Directions |
Every line of the entries that holds the word "lane" is to be copied.

Supplied entries |
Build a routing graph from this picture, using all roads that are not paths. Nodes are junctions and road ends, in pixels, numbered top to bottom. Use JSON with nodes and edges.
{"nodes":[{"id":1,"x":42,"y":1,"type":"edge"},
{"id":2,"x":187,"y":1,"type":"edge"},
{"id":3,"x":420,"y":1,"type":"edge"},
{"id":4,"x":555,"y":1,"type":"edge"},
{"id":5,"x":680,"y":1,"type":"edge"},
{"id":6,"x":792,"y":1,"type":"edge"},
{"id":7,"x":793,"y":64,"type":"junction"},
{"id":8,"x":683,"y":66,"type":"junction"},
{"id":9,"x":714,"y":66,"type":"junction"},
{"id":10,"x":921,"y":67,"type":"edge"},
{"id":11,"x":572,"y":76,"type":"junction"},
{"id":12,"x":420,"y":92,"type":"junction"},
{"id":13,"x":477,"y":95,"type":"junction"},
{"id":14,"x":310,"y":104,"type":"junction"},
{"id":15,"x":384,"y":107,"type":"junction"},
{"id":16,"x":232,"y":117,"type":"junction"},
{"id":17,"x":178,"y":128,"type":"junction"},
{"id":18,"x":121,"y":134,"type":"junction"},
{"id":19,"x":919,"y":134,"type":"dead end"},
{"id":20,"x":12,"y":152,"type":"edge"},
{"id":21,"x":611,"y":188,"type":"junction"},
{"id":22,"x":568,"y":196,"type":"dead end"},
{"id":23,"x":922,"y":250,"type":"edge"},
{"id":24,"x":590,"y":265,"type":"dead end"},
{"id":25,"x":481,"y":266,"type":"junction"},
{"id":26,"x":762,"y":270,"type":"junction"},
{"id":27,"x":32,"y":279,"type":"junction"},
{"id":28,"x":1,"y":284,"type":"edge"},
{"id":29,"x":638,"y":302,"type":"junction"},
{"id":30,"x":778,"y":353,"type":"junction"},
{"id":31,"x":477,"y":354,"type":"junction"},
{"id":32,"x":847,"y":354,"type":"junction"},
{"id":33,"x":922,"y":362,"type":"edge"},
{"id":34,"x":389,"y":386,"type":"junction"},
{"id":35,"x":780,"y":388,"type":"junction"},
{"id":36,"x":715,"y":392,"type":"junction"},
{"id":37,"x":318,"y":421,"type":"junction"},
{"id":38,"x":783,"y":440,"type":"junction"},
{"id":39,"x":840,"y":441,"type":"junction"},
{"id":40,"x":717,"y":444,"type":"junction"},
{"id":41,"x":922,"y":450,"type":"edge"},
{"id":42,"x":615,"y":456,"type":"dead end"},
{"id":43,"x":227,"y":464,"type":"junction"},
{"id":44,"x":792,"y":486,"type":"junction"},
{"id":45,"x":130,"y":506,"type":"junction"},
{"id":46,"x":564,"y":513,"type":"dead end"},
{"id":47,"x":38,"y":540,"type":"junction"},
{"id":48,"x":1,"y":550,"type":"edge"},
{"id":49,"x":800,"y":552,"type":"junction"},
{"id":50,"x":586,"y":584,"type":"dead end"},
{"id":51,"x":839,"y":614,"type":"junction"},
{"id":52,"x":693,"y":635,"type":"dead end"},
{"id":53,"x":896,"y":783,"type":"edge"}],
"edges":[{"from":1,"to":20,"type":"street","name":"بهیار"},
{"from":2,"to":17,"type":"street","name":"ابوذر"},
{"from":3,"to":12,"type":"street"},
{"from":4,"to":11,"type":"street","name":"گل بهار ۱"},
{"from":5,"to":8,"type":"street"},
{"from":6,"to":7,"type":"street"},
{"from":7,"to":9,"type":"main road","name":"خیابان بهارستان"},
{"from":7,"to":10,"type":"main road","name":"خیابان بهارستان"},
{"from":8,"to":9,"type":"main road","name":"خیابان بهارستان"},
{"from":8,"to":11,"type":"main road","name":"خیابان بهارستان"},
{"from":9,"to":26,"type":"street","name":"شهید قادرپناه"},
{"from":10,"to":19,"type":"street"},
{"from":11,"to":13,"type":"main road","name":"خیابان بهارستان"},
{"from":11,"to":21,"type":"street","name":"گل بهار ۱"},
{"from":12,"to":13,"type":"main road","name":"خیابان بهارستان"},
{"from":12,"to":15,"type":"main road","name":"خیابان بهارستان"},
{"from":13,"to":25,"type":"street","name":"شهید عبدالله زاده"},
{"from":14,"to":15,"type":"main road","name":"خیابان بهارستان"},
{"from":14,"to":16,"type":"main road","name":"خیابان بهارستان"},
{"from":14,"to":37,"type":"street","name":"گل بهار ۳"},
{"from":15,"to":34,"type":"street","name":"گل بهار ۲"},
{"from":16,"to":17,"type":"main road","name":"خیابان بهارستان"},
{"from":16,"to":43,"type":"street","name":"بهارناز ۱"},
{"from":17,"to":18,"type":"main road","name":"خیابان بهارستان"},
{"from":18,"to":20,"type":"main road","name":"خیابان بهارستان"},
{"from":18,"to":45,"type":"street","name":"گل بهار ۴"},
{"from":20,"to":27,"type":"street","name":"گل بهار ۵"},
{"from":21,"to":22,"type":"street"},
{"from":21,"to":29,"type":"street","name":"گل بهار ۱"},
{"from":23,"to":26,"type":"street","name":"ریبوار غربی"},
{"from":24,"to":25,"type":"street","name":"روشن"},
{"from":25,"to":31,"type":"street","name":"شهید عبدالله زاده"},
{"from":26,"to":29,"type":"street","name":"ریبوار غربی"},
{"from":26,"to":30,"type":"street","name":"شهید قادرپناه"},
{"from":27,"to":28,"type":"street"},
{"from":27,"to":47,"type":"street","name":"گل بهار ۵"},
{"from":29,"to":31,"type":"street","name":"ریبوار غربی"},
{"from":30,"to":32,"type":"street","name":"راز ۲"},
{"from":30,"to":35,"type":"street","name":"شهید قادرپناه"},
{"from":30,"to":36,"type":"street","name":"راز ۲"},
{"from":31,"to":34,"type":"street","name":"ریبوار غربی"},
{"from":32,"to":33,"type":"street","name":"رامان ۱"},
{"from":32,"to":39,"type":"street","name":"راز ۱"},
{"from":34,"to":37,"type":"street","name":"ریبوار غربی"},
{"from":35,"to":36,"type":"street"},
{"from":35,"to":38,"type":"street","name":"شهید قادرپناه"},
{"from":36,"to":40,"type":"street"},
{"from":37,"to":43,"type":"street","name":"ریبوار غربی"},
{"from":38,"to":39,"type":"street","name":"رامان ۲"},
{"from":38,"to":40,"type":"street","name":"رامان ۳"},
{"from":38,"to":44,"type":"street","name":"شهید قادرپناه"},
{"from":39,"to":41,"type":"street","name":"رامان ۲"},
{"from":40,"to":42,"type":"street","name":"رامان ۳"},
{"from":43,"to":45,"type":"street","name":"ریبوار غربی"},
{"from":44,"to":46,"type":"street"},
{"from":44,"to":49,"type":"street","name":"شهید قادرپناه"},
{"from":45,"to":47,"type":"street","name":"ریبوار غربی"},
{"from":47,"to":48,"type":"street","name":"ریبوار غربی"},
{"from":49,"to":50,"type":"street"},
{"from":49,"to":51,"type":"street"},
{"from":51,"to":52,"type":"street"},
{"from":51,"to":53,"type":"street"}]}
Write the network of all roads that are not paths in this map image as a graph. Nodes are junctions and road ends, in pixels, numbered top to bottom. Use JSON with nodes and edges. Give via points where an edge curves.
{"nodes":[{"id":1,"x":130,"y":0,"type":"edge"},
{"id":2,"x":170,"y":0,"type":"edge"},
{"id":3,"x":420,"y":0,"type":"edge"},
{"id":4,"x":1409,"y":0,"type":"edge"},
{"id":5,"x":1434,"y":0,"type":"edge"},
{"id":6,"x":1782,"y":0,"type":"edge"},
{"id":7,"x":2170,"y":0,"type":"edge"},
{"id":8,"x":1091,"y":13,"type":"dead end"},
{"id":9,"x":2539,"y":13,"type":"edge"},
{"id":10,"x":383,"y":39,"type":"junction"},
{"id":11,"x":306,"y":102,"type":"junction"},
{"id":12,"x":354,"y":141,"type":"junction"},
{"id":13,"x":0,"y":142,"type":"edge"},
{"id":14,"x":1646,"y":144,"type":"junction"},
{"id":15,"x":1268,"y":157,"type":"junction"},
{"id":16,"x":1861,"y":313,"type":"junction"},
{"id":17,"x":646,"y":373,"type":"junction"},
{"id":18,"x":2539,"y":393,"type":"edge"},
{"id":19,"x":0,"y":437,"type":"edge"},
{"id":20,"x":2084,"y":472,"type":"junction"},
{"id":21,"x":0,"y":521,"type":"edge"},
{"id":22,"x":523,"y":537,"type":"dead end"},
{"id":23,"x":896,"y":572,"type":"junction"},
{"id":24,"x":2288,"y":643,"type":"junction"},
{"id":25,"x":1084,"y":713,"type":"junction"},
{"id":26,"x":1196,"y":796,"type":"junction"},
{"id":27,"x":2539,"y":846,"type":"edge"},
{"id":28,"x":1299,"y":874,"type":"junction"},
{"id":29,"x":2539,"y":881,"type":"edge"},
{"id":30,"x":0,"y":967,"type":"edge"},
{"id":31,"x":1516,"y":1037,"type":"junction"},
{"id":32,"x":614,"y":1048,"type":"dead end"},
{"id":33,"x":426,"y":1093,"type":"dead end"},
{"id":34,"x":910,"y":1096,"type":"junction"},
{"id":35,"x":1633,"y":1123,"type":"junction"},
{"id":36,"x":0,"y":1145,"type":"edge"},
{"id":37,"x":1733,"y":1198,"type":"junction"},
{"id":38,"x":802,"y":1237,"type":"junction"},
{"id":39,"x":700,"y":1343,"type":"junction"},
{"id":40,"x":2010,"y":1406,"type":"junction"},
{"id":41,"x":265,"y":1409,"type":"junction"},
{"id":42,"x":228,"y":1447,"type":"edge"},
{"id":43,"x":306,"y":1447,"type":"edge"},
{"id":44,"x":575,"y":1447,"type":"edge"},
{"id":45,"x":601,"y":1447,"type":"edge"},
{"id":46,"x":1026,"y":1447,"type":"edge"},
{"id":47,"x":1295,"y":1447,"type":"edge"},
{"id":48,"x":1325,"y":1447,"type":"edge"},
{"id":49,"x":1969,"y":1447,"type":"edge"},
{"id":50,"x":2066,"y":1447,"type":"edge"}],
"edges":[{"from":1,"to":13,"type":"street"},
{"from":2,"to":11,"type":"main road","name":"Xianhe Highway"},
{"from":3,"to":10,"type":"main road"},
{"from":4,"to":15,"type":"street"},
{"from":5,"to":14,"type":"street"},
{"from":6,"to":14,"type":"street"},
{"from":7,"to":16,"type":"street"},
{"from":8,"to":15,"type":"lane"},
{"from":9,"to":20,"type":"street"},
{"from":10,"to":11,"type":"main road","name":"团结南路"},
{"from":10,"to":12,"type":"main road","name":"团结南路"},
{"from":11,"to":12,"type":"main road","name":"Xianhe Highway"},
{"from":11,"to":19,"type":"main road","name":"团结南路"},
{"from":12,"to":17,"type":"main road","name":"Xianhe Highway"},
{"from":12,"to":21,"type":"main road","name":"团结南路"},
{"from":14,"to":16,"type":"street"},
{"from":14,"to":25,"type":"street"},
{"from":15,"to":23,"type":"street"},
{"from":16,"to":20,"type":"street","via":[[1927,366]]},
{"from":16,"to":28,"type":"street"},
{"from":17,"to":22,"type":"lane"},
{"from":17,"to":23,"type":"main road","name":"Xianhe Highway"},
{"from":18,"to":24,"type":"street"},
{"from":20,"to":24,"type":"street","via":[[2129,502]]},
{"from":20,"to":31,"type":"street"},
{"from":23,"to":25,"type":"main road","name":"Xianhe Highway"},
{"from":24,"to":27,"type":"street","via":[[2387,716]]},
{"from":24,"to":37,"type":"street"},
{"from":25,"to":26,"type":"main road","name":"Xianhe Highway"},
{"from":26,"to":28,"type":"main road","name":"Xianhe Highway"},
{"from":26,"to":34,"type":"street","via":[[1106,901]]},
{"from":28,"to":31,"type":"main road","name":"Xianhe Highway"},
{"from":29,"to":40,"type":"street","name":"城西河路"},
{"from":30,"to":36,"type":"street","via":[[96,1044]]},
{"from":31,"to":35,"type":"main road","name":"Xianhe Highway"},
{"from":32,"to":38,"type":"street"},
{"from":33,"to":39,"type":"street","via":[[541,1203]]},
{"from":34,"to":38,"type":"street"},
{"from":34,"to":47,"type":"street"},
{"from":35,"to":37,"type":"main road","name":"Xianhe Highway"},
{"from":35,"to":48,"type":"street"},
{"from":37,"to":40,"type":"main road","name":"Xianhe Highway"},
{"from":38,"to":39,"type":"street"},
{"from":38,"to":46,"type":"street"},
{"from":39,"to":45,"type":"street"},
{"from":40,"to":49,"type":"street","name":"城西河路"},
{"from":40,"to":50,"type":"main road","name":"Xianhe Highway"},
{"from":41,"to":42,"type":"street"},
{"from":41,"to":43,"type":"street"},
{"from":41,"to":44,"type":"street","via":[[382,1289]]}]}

Task result |
{"from":8,"to":15,"type":"lane"},
{"from":17,"to":22,"type":"lane"},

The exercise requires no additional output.